Researchers at the Louis Armstrong Center for Music and Medicine and the Department of Orthopaedic Surgery at Mount Sinai Beth Israel found in a recent study that music therapy—an integrative treatment that addresses mind, body, and spirit—decreased the perceived pain of patients recovering from spine surgery.

“Our aim was to substantiate years of evidence-based reporting on the benefits of music therapy,” says John Mondanaro, MA, LCAT, MT-BC, Clinical Director, Louis and Lucille Armstrong Music Therapy Program, Mount Sinai Beth Israel, and the senior author of the study, which was published in the January/February 2017 issue of The American Journal of Orthopedics. The principal investigator was Joanne V. Loewy, DA, LCAT, MT-BC, Director of the Louis Armstrong Center, which has been at the forefront of integrative medicine for the past 24 years, conducting numerous clinical trials with doctors and nurses as co-investigators.

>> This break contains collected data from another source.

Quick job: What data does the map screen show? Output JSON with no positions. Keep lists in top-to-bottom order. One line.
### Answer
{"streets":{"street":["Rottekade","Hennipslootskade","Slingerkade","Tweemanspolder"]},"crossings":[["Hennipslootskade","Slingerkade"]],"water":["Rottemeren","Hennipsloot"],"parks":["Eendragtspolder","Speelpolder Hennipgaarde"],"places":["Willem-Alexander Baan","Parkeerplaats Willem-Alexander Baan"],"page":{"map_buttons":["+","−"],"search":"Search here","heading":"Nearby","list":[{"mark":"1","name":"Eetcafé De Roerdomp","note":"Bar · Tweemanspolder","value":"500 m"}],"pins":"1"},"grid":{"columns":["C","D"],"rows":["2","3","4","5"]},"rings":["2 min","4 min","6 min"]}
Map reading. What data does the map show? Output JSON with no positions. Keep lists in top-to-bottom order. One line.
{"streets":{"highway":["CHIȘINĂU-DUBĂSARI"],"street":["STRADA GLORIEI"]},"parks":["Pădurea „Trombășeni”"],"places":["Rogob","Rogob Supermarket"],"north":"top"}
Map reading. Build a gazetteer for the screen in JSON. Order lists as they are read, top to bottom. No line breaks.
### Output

The study, which was conducted from 2009 to 2014, involved 60 patients who had just undergone spinal fusion surgery, for which recovery is often extremely painful, Mr. Mondanaro says. The patients, who ranged from ages 40 to 55, were randomly divided into two groups: One group received a half-hour music therapy session plus standard care (medical and nursing care, with pain medication). And a control group received standard care only. Measurements for both groups were completed within 72 hours after each surgery, then about 30 minutes after the intervention.

Joanne V. Loewy, DA, and John Mondanaro, MA, co-investigators

The music therapy session provided the patient with guided breathing exercises accompanied by live music played by members of the team and selected to fit the patient’s preferences, such as jazz, pop, or classical.

“Patients had opportunities to release tension through clinical improvisation, where they played musical instruments and focused on themes related to their lives and their recovery,” Dr. Loewy says. The sessions ended with a relaxation exercise in which patients envisioned a place that brings them peace—“a beach, a park, their bed at home,” Mr. Mondanaro says. The control group and the music therapy group showed significant differences in pain as measured by the visual analog scale (VAS), in which zero is “no pain” and 10 is “worst pain imaginable.” Pain levels rose slightly in the control group, to 5.87 from 5.20, but fell by more than 1 point in the music group, to 5.09 from 6.20.

Although the results for the control and music therapy groups did not differ in hospital anxiety and kinesiophobia (a fear of movement that can impede recovery), the decrease in VAS pain levels was significant. Overall, the study concluded, “Conventional pain-alleviating medical interventions can be enhanced with integrative therapies that empower patients to marshal their inner resources during recovery. Music therapy may be particularly suited to this effort, as it is adaptable to the patient’s individual and culturally specific needs.”